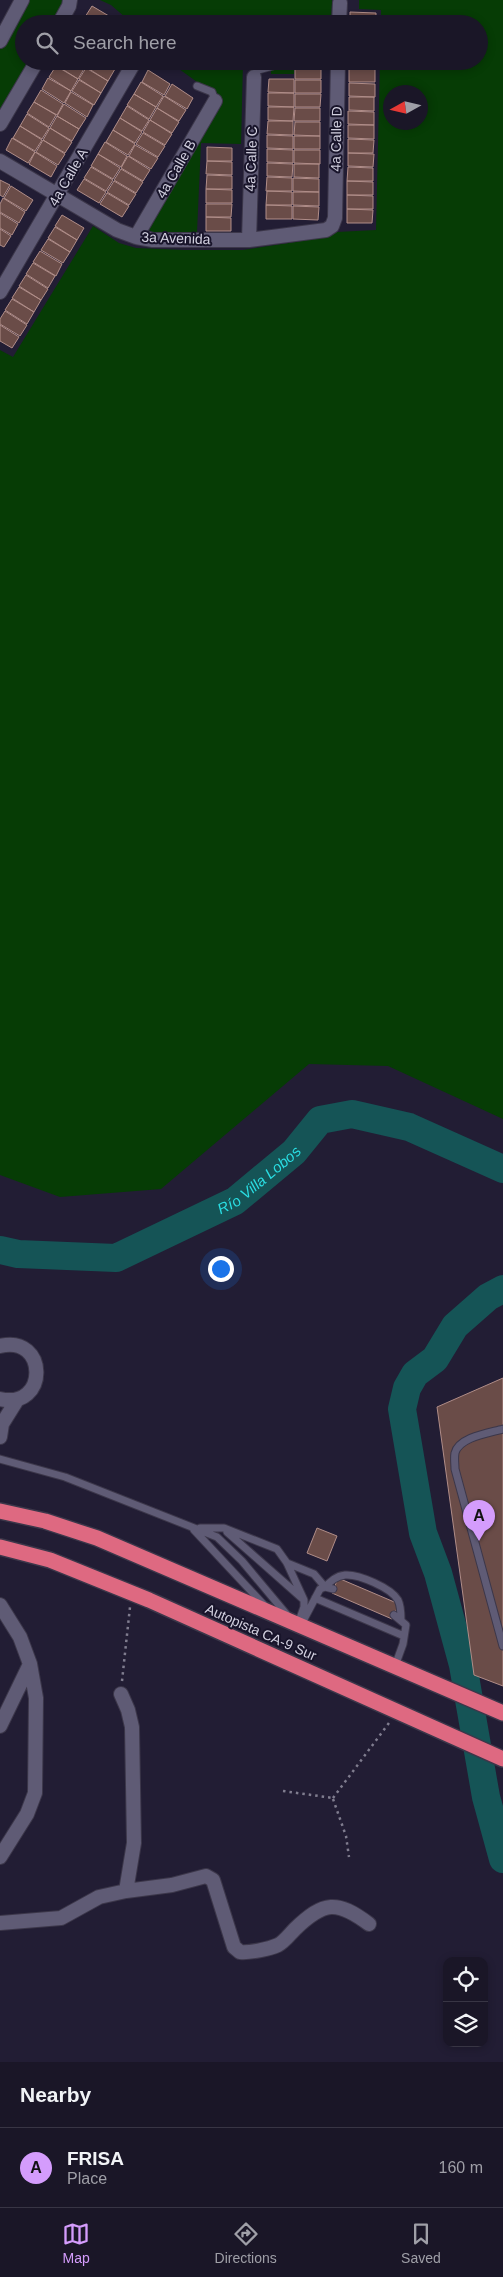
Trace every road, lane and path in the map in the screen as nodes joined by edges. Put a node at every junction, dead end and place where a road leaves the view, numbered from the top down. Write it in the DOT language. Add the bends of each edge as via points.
graph roads {
  1 [pos="22,0"];
  2 [pos="340,1"];
  3 [pos="70,3"];
  4 [pos="64,15"];
  5 [pos="339,15"];
  6 [pos="0,41"];
  7 [pos="32,70"];
  8 [pos="130,70"];
  9 [pos="258,70"];
  10 [pos="338,70"];
  11 [pos="254,77"];
  12 [pos="197,86"];
  13 [pos="215,101"];
  14 [pos="0,124"];
  15 [pos="0,161"];
  16 [pos="58,194"];
  17 [pos="335,218"];
  18 [pos="136,237"];
  19 [pos="248,240"];
  20 [pos="0,292"];
  21 [pos="0,1346"];
  22 [pos="0,1399"];
  23 [pos="17,1400"];
  24 [pos="503,1429"];
  25 [pos="0,1437"];
  26 [pos="0,1459"];
  27 [pos="0,1511"];
  28 [pos="192,1528"];
  29 [pos="224,1528"];
  30 [pos="0,1547"];
  31 [pos="288,1563"];
  32 [pos="325,1587"];
  33 [pos="333,1589"];
  34 [pos="132,1593"];
  35 [pos="315,1598"];
  36 [pos="304,1600"];
  37 [pos="0,1605"];
  38 [pos="272,1613"];
  39 [pos="394,1615"];
  40 [pos="401,1620"];
  41 [pos="297,1624"];
  42 [pos="404,1636"];
  43 [pos="503,1646"];
  44 [pos="30,1664"];
  45 [pos="395,1666"];
  46 [pos="121,1694"];
  47 [pos="503,1713"];
  48 [pos="388,1723"];
  49 [pos="0,1726"];
  50 [pos="500,1757"];
  51 [pos="283,1791"];
  52 [pos="333,1798"];
  53 [pos="349,1857"];
  54 [pos="0,1858"];
  55 [pos="126,1891"];
  56 [pos="0,1923"];
  57 [pos="370,1924"];
  1 -- 6 [label="street"];
  2 -- 5 [label="street"];
  3 -- 4 [label="street"];
  7 -- 14 [label="street"];
  8 -- 16 [label="street, 4a Calle A"];
  9 -- 11 [label="lane"];
  10 -- 17 [label="street, 4a Calle D"];
  11 -- 19 [label="street, 4a Calle C"];
  12 -- 13 [label="lane" via="212,92"];
  13 -- 18 [label="street, 4a Calle B"];
  15 -- 16 [label="street, 3a Avenida"];
  16 -- 18 [label="street, 3a Avenida" via="118,230"];
  16 -- 20 [label="street, 4a Calle A"];
  17 -- 19 [label="street, 3a Avenida" via="326,230"];
  18 -- 19 [label="street, 3a Avenida" via="153,240"];
  21 -- 23 [label="street" via="17,1345 35,1361 37,1377 34,1384"];
  22 -- 23 [label="street"];
  23 -- 25 [label="street" via="2,1424"];
  24 -- 43 [label="lane" via="468,1440 459,1446 455,1454 455,1469"];
  26 -- 28 [label="lane" via="65,1477 149,1508"];
  27 -- 38 [label="highway, Autopista CA-9 Sur" via="97,1538"];
  28 -- 29 [label="lane"];
  28 -- 38 [label="lane"];
  28 -- 41 [label="lane" via="217,1537"];
  29 -- 31 [label="lane" via="277,1549"];
  29 -- 36 [label="lane"];
  30 -- 34 [label="highway, Autopista CA-9 Sur" via="50,1560"];
  31 -- 32 [label="lane" via="314,1574"];
  31 -- 36 [label="lane"];
  32 -- 33 [label="lane"];
  32 -- 35 [label="lane" via="320,1588"];
  32 -- 40 [label="lane" via="334,1578 353,1575 384,1587 397,1598"];
  34 -- 46 [label="path"];
  34 -- 50 [label="highway, Autopista CA-9 Sur"];
  35 -- 41 [label="lane"];
  35 -- 42 [label="lane"];
  36 -- 41 [label="lane"];
  37 -- 44 [label="street" via="20,1637"];
  38 -- 41 [label="highway, Autopista CA-9 Sur"];
  39 -- 40 [label="lane"];
  40 -- 42 [label="lane" via="406,1625"];
  41 -- 45 [label="highway, Autopista CA-9 Sur"];
  42 -- 45 [label="lane"];
  44 -- 49 [label="street"];
  44 -- 54 [label="street" via="36,1698 35,1793 27,1814"];
  45 -- 47 [label="highway, Autopista CA-9 Sur"];
  46 -- 55 [label="street" via="132,1727 134,1843"];
  48 -- 52 [label="path"];
  51 -- 52 [label="path"];
  52 -- 53 [label="path" via="346,1836"];
  55 -- 56 [label="street" via="99,1897 61,1918"];
  55 -- 57 [label="street" via="172,1885 206,1876 212,1878 234,1948 240,1952 279,1945 312,1912 325,1908 335,1906 348,1910"];
}
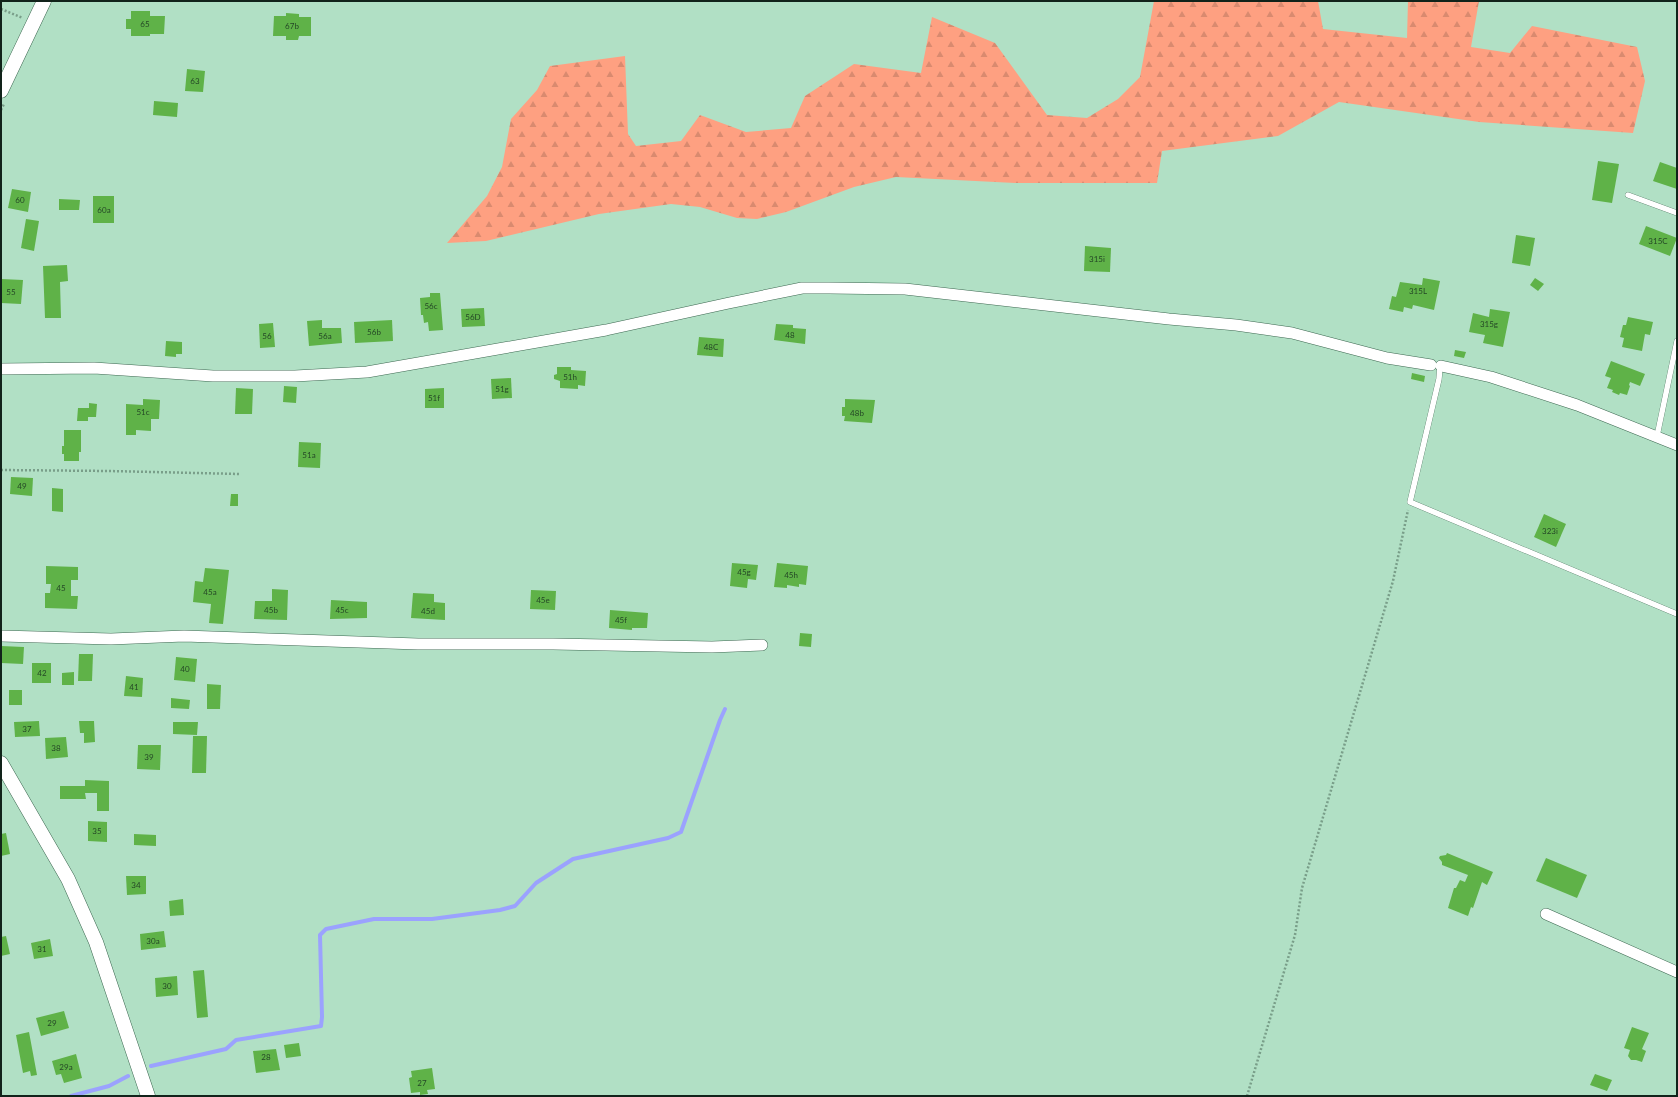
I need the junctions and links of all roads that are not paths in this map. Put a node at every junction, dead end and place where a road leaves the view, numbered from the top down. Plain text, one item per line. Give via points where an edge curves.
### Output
1 (44, 1) edge
2 (1, 91) edge
3 (1628, 195) dead end
4 (1677, 213) edge
5 (1677, 341) edge
6 (1436, 366) junction
7 (1, 369) edge
8 (1658, 436) junction
9 (1677, 445) edge
10 (1677, 614) edge
11 (1, 636) edge
12 (762, 645) dead end
13 (1, 762) edge
14 (1546, 914) dead end
15 (1677, 972) edge
16 (148, 1096) edge

1 - 2 street
3 - 4 lane
5 - 8 lane
6 - 7 street via 1381,356 1292,332 1236,325 905,289 802,288 606,330 367,372 295,376 213,376 94,368
6 - 8 street via 1491,377 1577,405
6 - 10 lane via 1439,379 1410,502
8 - 9 street
11 - 12 street via 111,639 184,636 418,644 712,647
13 - 16 street via 68,879 96,942
14 - 15 street

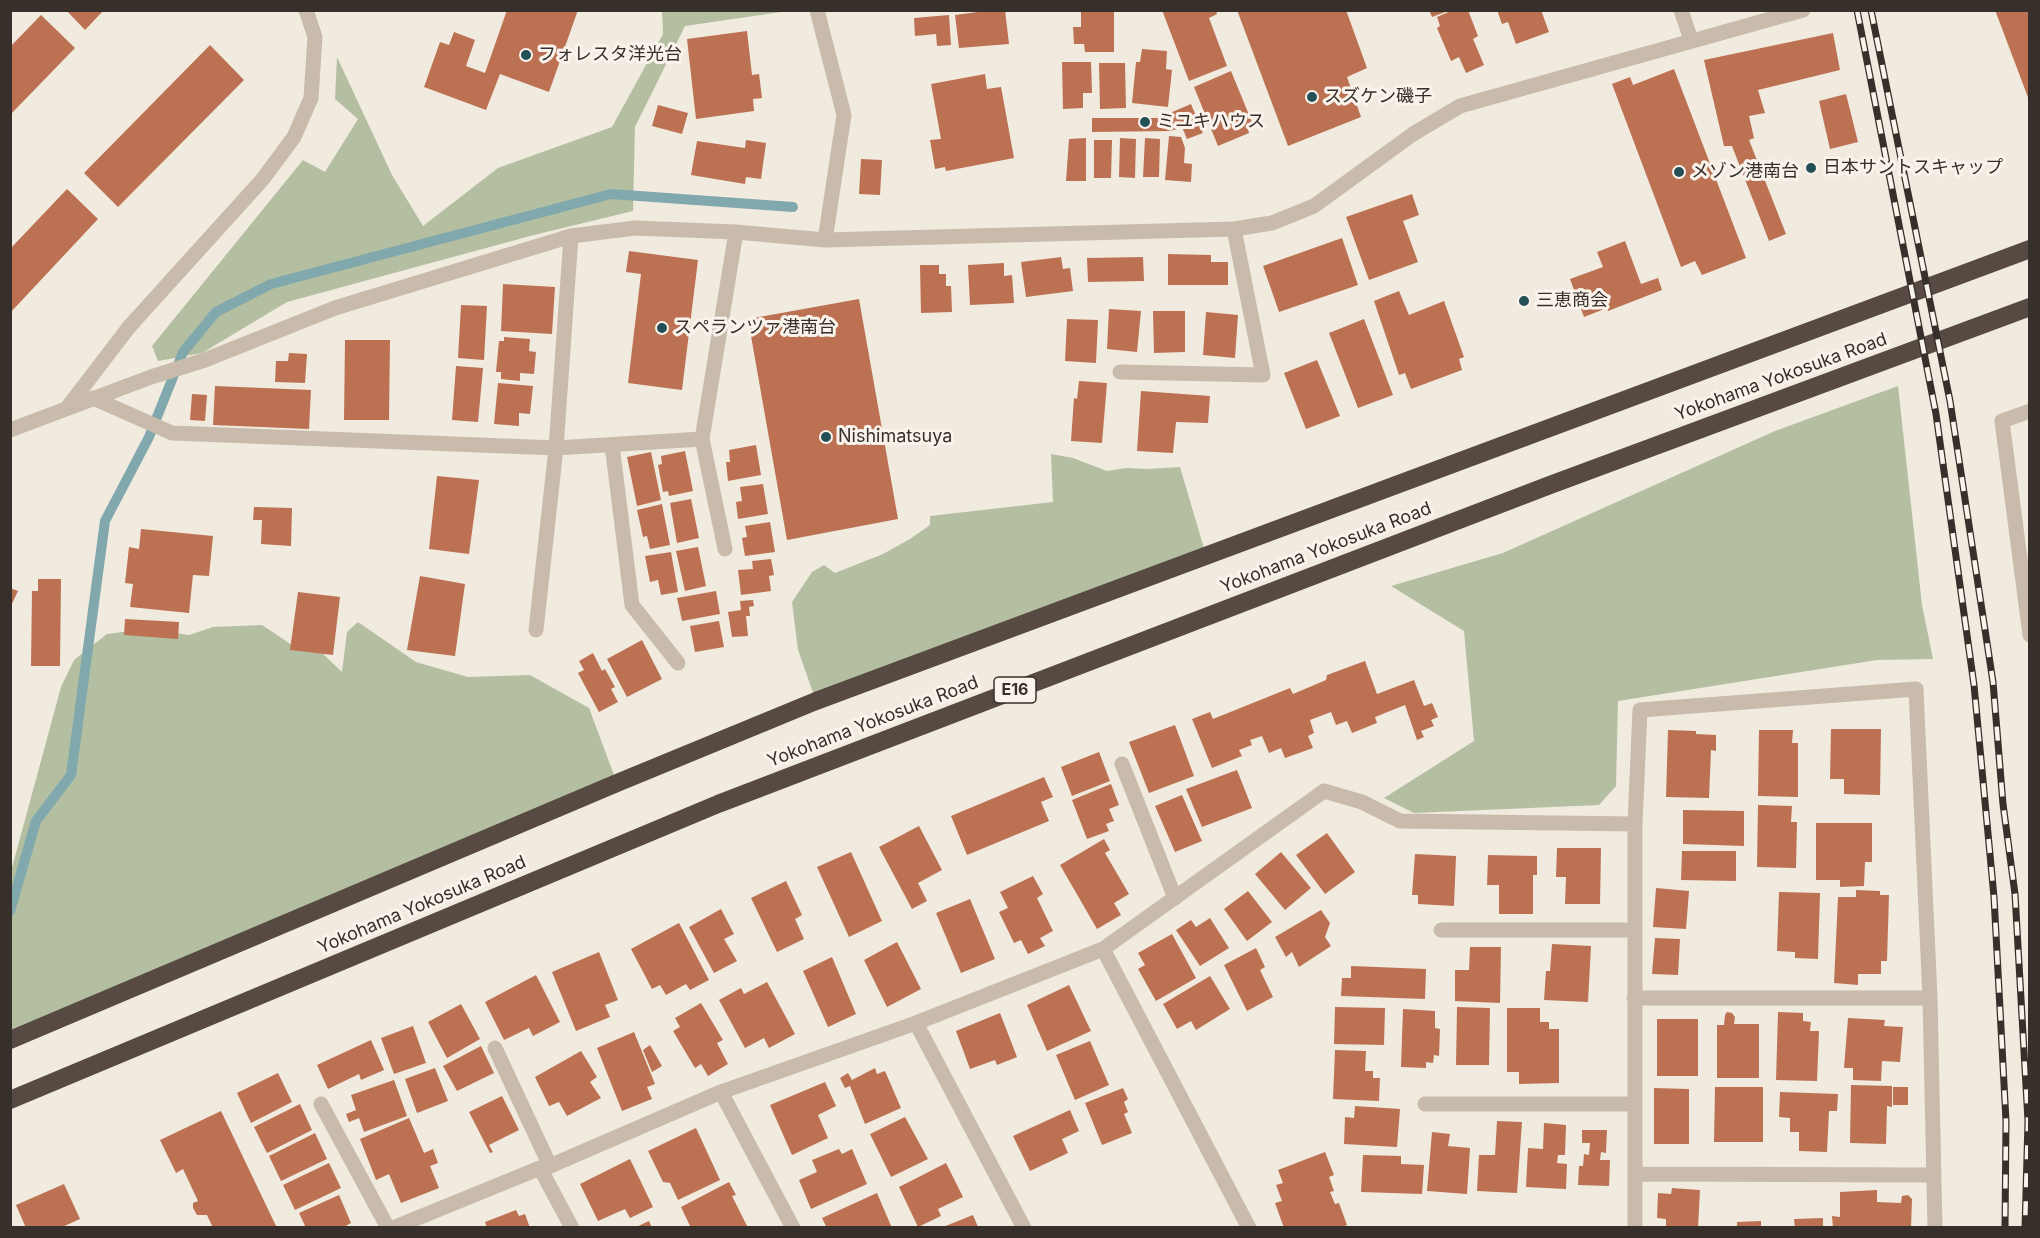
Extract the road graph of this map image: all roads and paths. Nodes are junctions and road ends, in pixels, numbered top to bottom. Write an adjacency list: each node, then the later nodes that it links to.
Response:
1 (306, 10): 14 (street)
2 (817, 10): 9 (street)
3 (1681, 10): 5 (street)
4 (1803, 10): 5 (street)
5 (1691, 40): 6 (street)
6 (1234, 229): 9 (street); 12 (street)
7 (736, 232): 8 (street); 9 (street); 17 (street)
8 (571, 236): 13 (street); 19 (street)
9 (825, 240)
10 (2030, 249): 33 (highway, Yokohama Yokosuka Road)
11 (2030, 307): 36 (highway, Yokohama Yokosuka Road / E16)
12 (1120, 372)
13 (93, 398): 14 (street); 19 (street)
14 (67, 408): 16 (street)
15 (2030, 411): 22 (street)
16 (10, 430)
17 (702, 439): 18 (street); 20 (street)
18 (612, 445): 19 (street); 23 (street)
19 (556, 448): 21 (street)
20 (725, 549)
21 (536, 630)
22 (2030, 635)
23 (678, 663)
24 (1122, 764): 26 (street)
25 (1635, 824): 26 (street); 28 (street); 31 (street)
26 (1175, 898): 29 (street)
27 (1441, 930): 28 (street)
28 (1634, 930): 30 (street)
29 (1103, 950): 32 (street); 47 (street)
30 (1634, 998): 31 (street); 39 (street)
31 (1930, 998): 42 (street)
32 (916, 1023): 35 (street); 46 (street)
33 (10, 1040)
34 (495, 1048): 40 (street)
35 (721, 1092): 40 (street); 45 (street)
36 (10, 1100)
37 (321, 1104): 43 (street)
38 (1425, 1104): 39 (street)
39 (1634, 1104): 41 (street)
40 (545, 1167): 43 (street); 44 (street)
41 (1635, 1174): 42 (street); 48 (street)
42 (1934, 1175): 49 (street)
43 (390, 1227)
44 (572, 1227)
45 (793, 1227)
46 (1024, 1227)
47 (1249, 1227)
48 (1635, 1227)
49 (1935, 1227)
****************
Wherever a line above contains the string "Yokosuka", copy that line.

**WRITTEN REPLY**
10 (2030, 249): 33 (highway, Yokohama Yokosuka Road)
11 (2030, 307): 36 (highway, Yokohama Yokosuka Road / E16)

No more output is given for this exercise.